Öncelikle hemen şunu belirteyim; hayatım boyunca hiçbir tarikat, cemaat, örgüt ve hareketin içinde yer almadım. Allah’ın bana vermiş olduğu en kutsal armağanı olan irade ve hürriyetimi hiçbir gücün eline teslim etmedim, etmem de.

Şüphesiz ki ben, Allah’a ve Resulüne inanan biriyim ancak çok da dindar biri değilim.

Evrenin ve kâinatın sahibinin bana dair bildiği ve benim de yaşadığım hayatımın hiçbir zerresini, evren karşısında bir pire kadar gücü olmayan insanoğlundan da asla saklamam.

Böyle olduğum için de hep bedel ödedim ancak hiçbir bedel Allah’ın ödeteceği bedelden daha kahhar ve daha can yakıcı değildir.

Hele münafıklar için…

Uzun bir süre önce alıp sıraya koyduğum ancak okumaya yeni vakit ayırabildiğim İsmail Saymaz’ın yazdığı “Şehvetiye Tarikatı” adlı kitabını ibretle ve tiksinerek okuduğumu ifade etmek isterim.

Bu arada geçen gün evlenen kitabın yazarı İsmail Saymaz ve hanımefendi eşine de mutluluklar dilerim.

Allah tamamına erdirsin, darısı dulların başına diyeyim.

Şehvtiye Tarikatı kitabı, son derece nezaketten uzak bir dille yazıldığı gibi, İslam dininin, fıkhının, hukukunun ve tefsirin bilgisinden yoksun, tamamen azınlık bir grubun günahkârlığını büyük çoğunluğa mal edilmek istenen, bu amacına da Kemalizmi alet eden, Kemalizm üzerinden tüm inançları rencide eden, art niyetli bir kitaptır.

Bir porno romanı gibi tamamen belden aşağı cinsel ilişki/cinsel sözcük, tahrik edici, insanları dinden, dindarlardan, Allah’tan ve tüm kutsal duygulardan uzaklaştırmaya çalışan ama bunu yaparken de topluma, sadece bir doğruyla dokuz yalanı yutturmaya çalışan bir kitap olmuştur.

Emin olun Mustafa Kemal Atatürk sağ olsaydı, asla bu kitabın dilini tasvip etmez, şiddetle bu tiksindirici dili reddederdi.

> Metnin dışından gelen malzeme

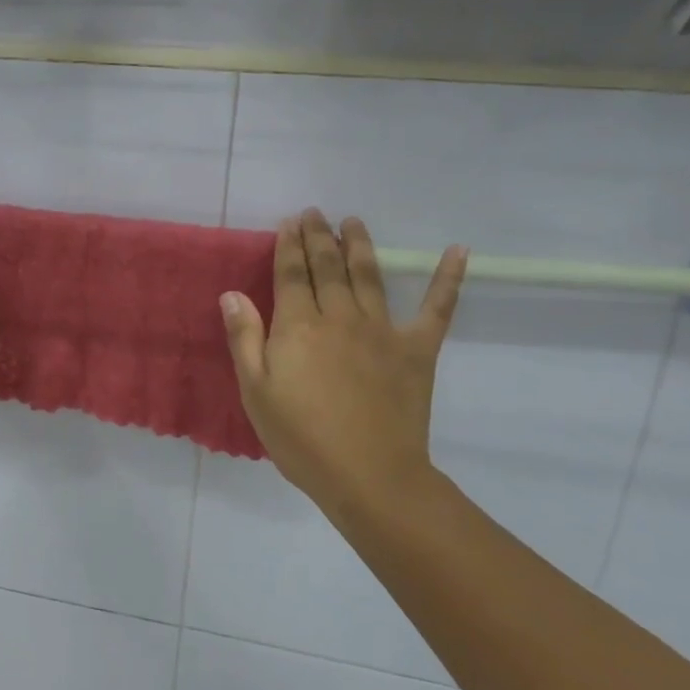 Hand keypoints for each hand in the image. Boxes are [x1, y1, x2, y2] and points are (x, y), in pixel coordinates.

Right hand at [222, 210, 466, 524]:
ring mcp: (383, 330)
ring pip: (369, 275)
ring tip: (353, 222)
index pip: (291, 274)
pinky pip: (437, 308)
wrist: (369, 476)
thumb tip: (231, 294)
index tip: (289, 222)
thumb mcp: (256, 393)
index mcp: (298, 327)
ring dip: (360, 245)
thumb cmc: (301, 439)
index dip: (288, 245)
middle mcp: (340, 317)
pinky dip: (449, 278)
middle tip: (315, 213)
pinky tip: (458, 251)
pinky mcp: (417, 349)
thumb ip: (244, 339)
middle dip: (319, 236)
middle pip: (328, 267) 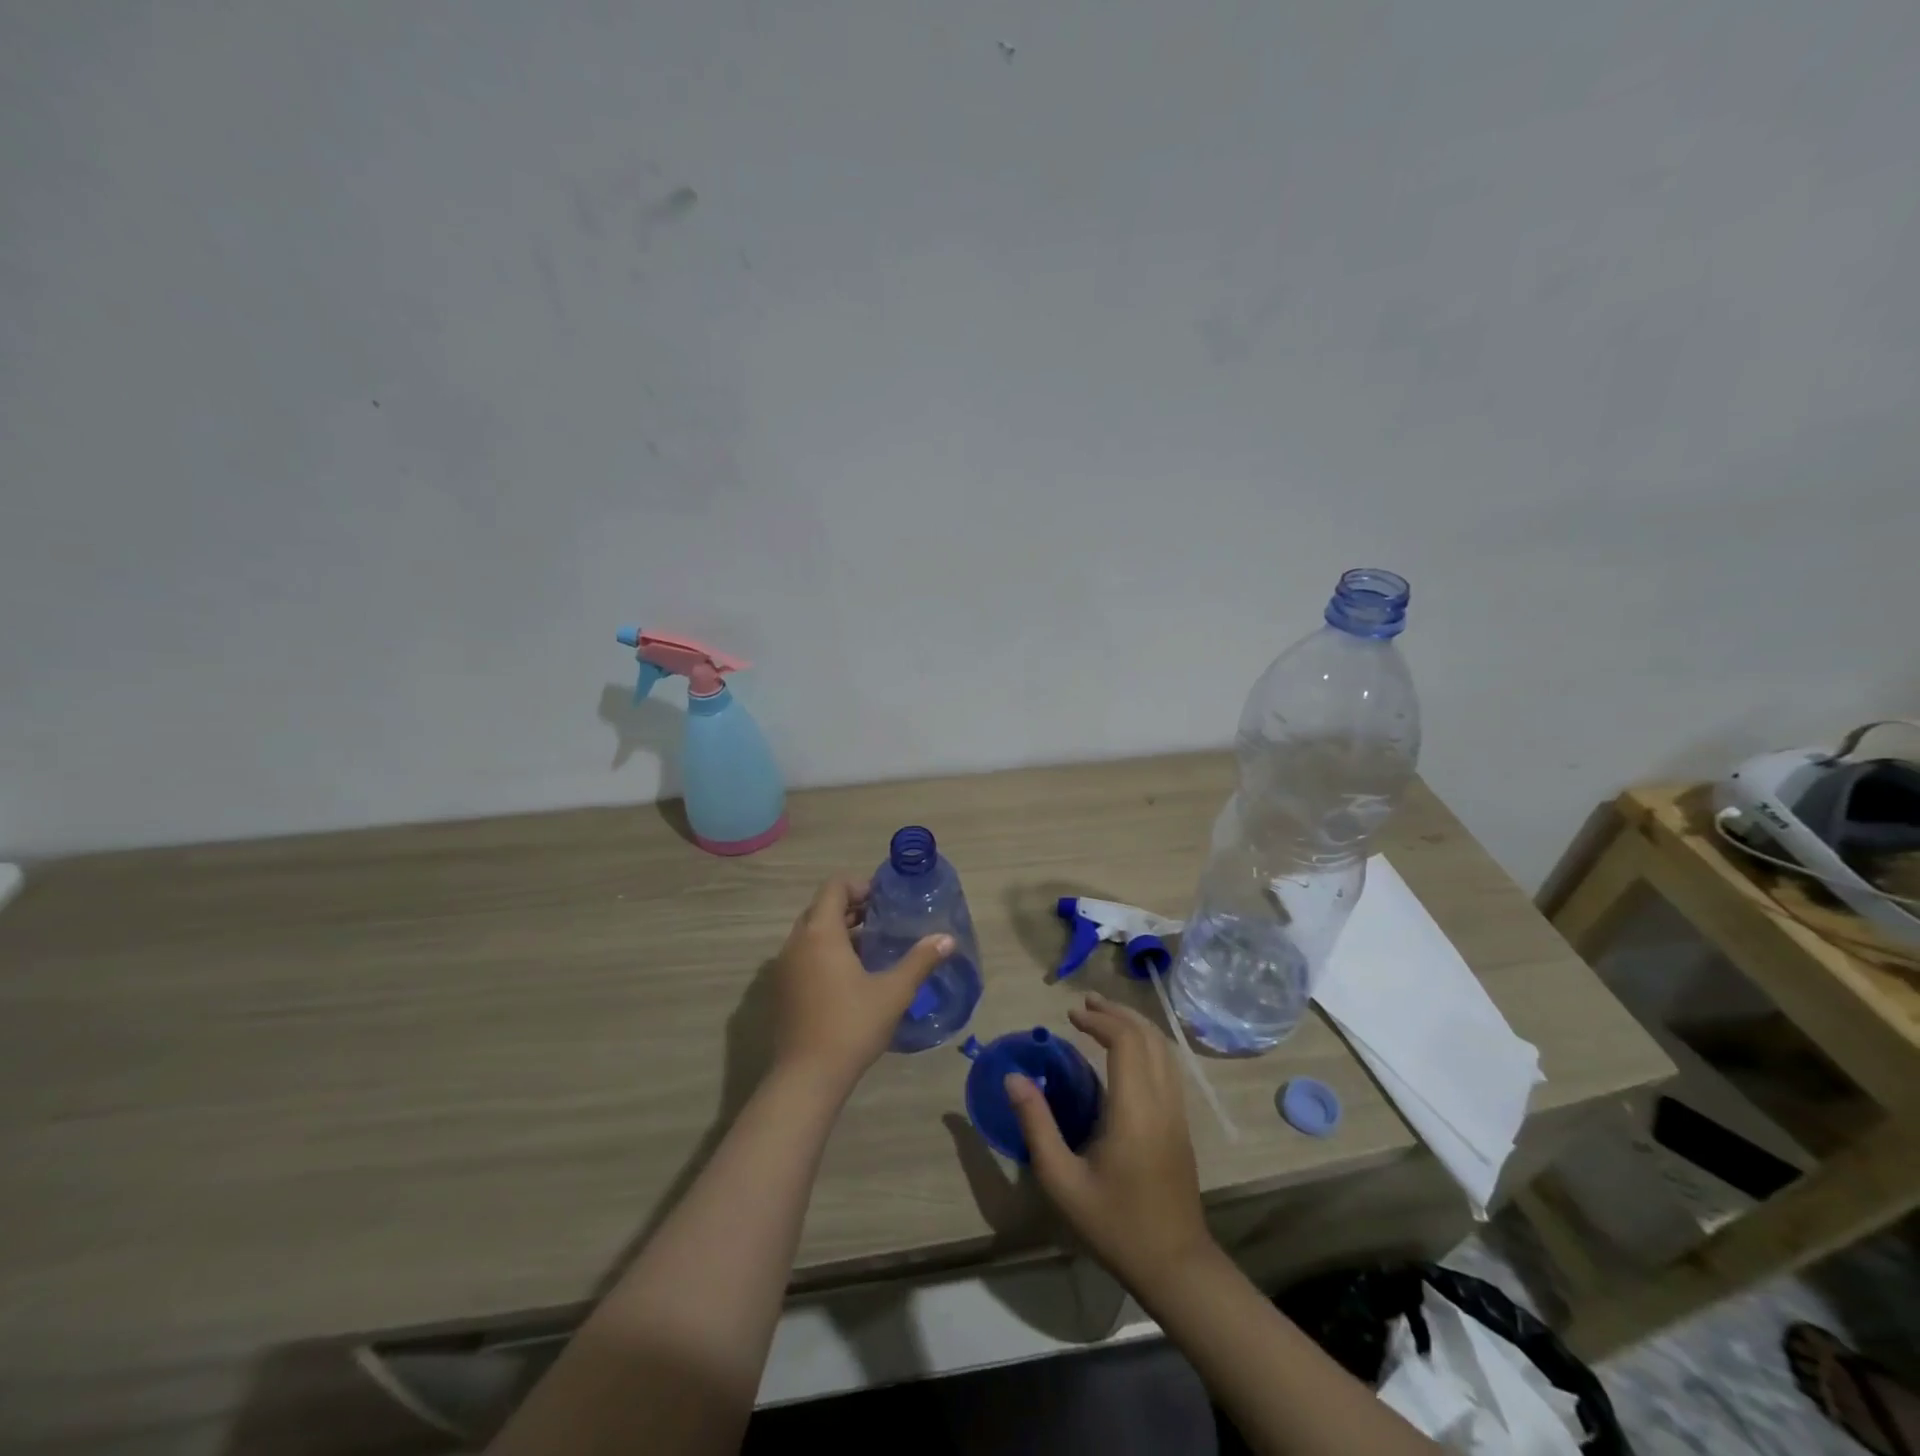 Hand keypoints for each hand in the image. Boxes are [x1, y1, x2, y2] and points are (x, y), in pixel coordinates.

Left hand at [769, 876, 951, 1096]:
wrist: (806, 1078)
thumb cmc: (851, 1025)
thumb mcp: (893, 992)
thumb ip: (920, 961)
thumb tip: (947, 939)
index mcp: (820, 933)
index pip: (834, 887)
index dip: (859, 886)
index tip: (884, 900)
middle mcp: (796, 943)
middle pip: (821, 908)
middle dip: (850, 908)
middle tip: (882, 920)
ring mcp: (784, 968)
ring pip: (811, 933)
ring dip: (837, 931)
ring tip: (871, 947)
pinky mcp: (781, 990)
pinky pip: (803, 955)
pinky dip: (824, 953)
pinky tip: (850, 976)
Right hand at [1007, 993, 1214, 1292]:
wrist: (1175, 1265)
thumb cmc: (1114, 1224)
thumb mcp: (1062, 1180)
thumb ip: (1036, 1125)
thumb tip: (1013, 1078)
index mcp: (1135, 1109)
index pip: (1125, 1041)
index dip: (1099, 1020)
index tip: (1071, 1015)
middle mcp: (1162, 1101)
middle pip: (1148, 1036)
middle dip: (1116, 1013)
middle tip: (1084, 1004)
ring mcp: (1177, 1112)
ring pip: (1164, 1049)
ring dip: (1134, 1025)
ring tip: (1103, 1017)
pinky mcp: (1182, 1123)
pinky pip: (1168, 1066)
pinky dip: (1147, 1044)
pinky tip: (1126, 1052) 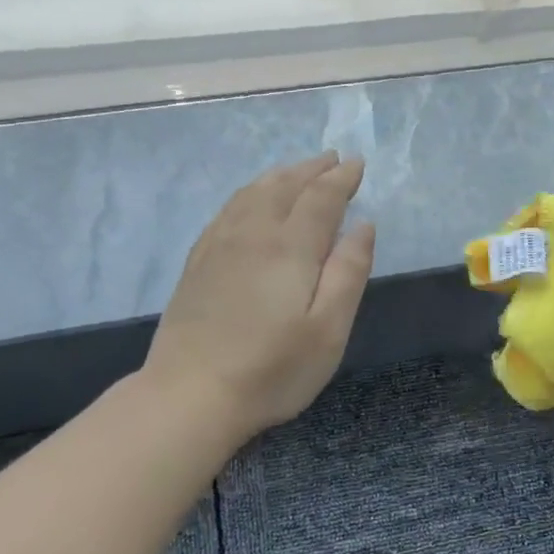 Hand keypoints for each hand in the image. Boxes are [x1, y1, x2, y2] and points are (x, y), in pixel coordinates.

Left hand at [141, 153, 374, 444]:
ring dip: (280, 175)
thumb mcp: (329, 329)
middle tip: (333, 159)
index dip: (341, 178)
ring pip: (253, 193)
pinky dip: (249, 193)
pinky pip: (227, 209)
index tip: (357, 163)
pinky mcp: (198, 262)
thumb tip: (363, 225)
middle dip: (312, 169)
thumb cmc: (273, 368)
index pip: (321, 197)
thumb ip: (349, 272)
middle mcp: (254, 234)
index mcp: (291, 247)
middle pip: (285, 186)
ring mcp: (220, 245)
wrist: (191, 394)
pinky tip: (251, 200)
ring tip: (297, 171) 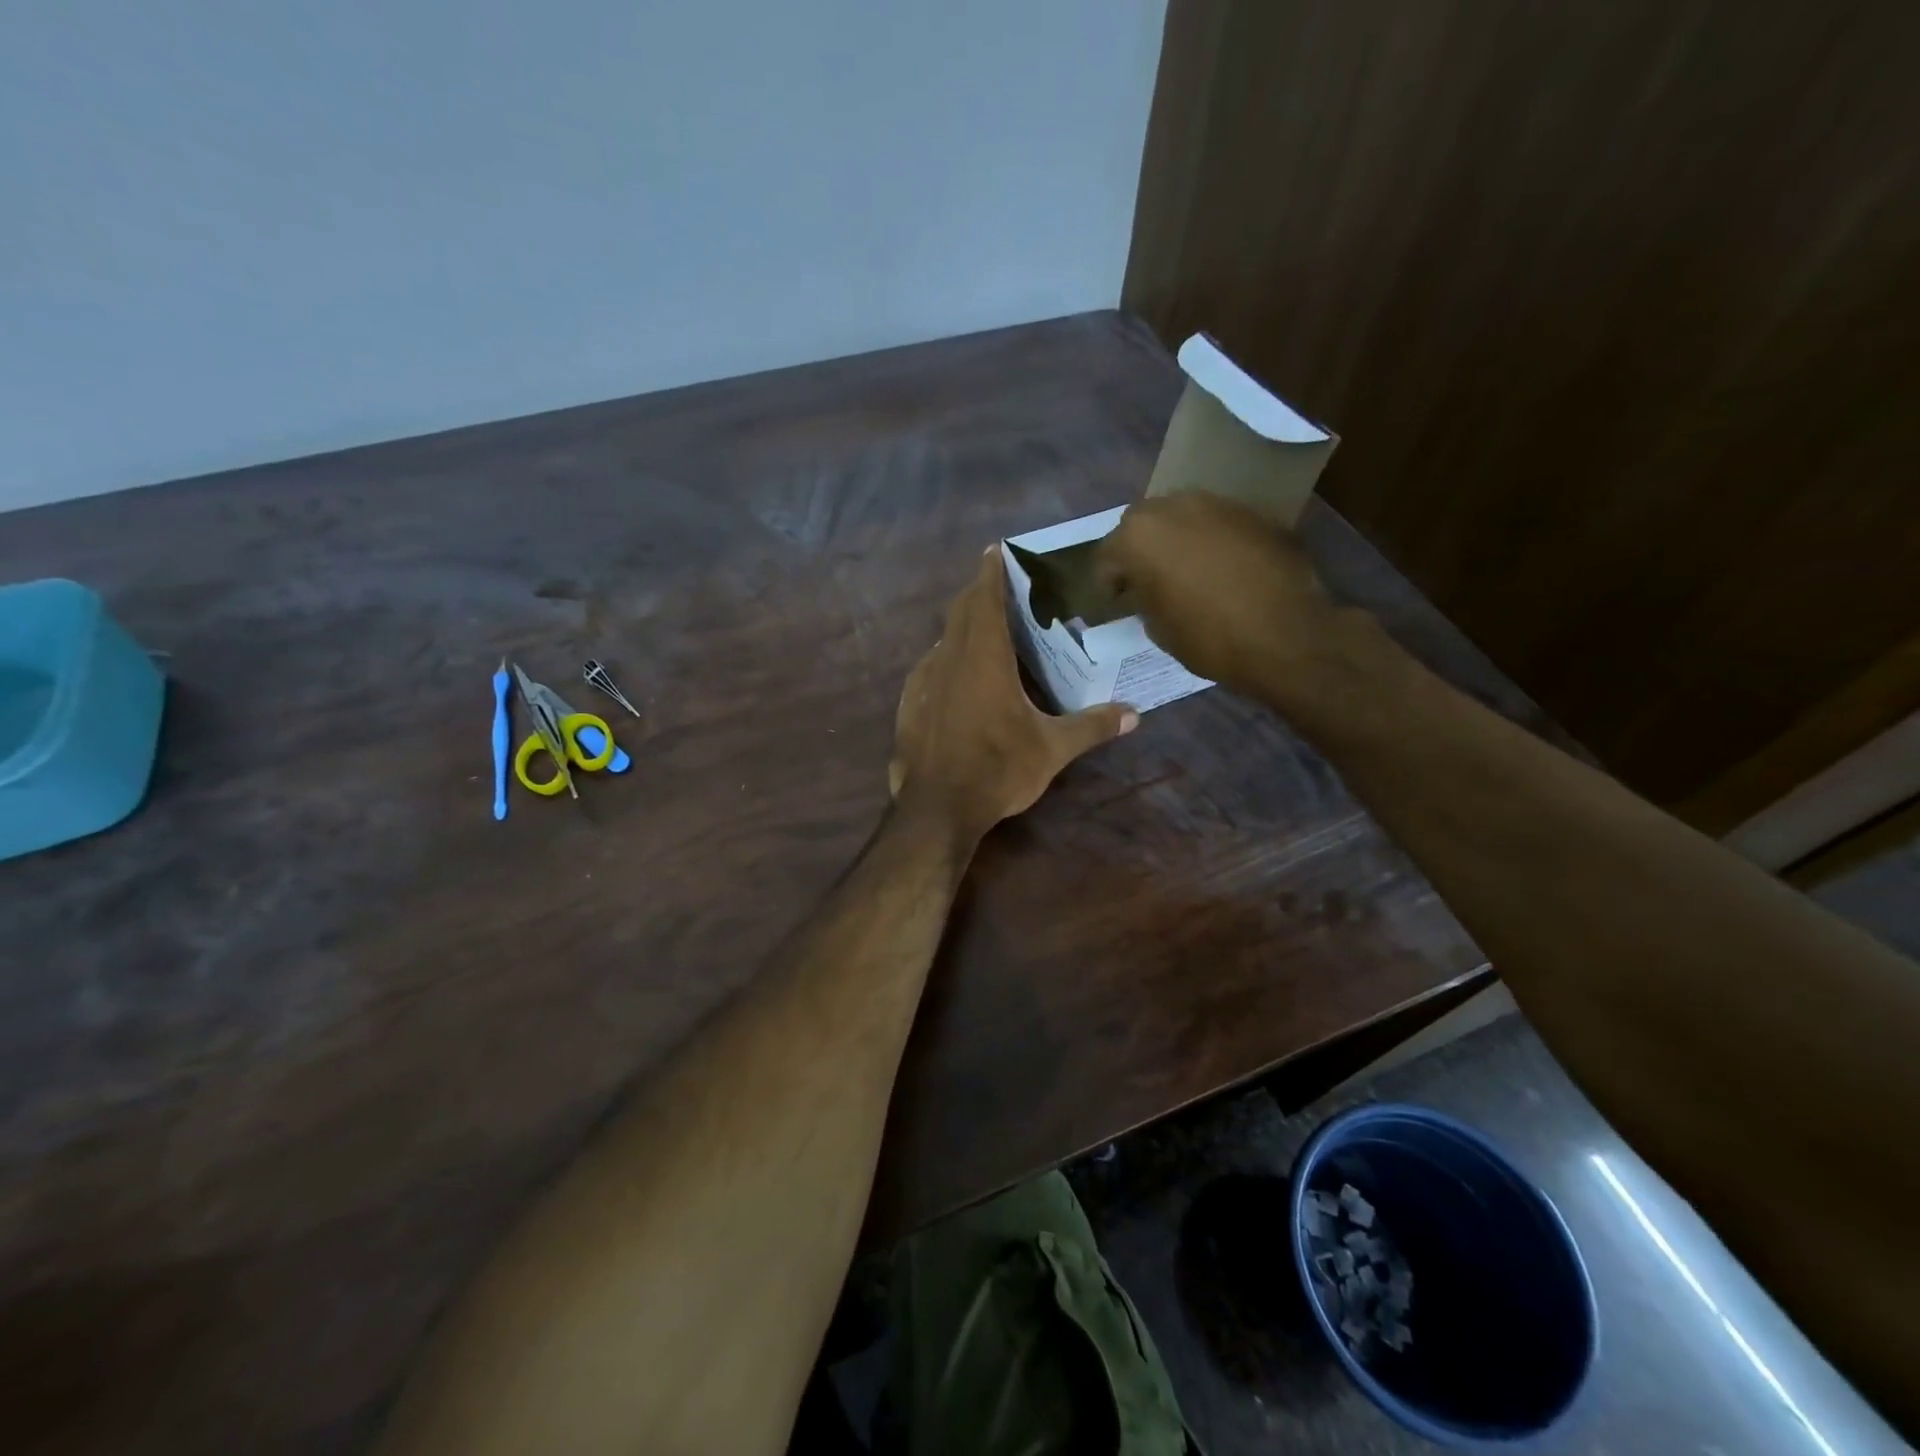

Belden aşağı Müslümanları vurmak Mustafa Kemal’in yapacağı iş değildir. Atatürk’ün dine dair pek çok yazısını okudum, eleştirilerinin bazılarına da katılmasam da, Atatürk, eleştirilerini daima entelektüel edep ve adap içinde yapmıştır.

Ama Atatürk üzerinden geçinen, onu kendine kalkan yapıp onun ideolojisini savunuyormuş gibi yapan Kemalistlerin bir kısmı, şimdi değil, ta Cumhuriyet tarihinden bu yana dine vurmak, İslam inancını toplumun gözünde küçültmek için bu tip yöntemlere başvurmuşlardır.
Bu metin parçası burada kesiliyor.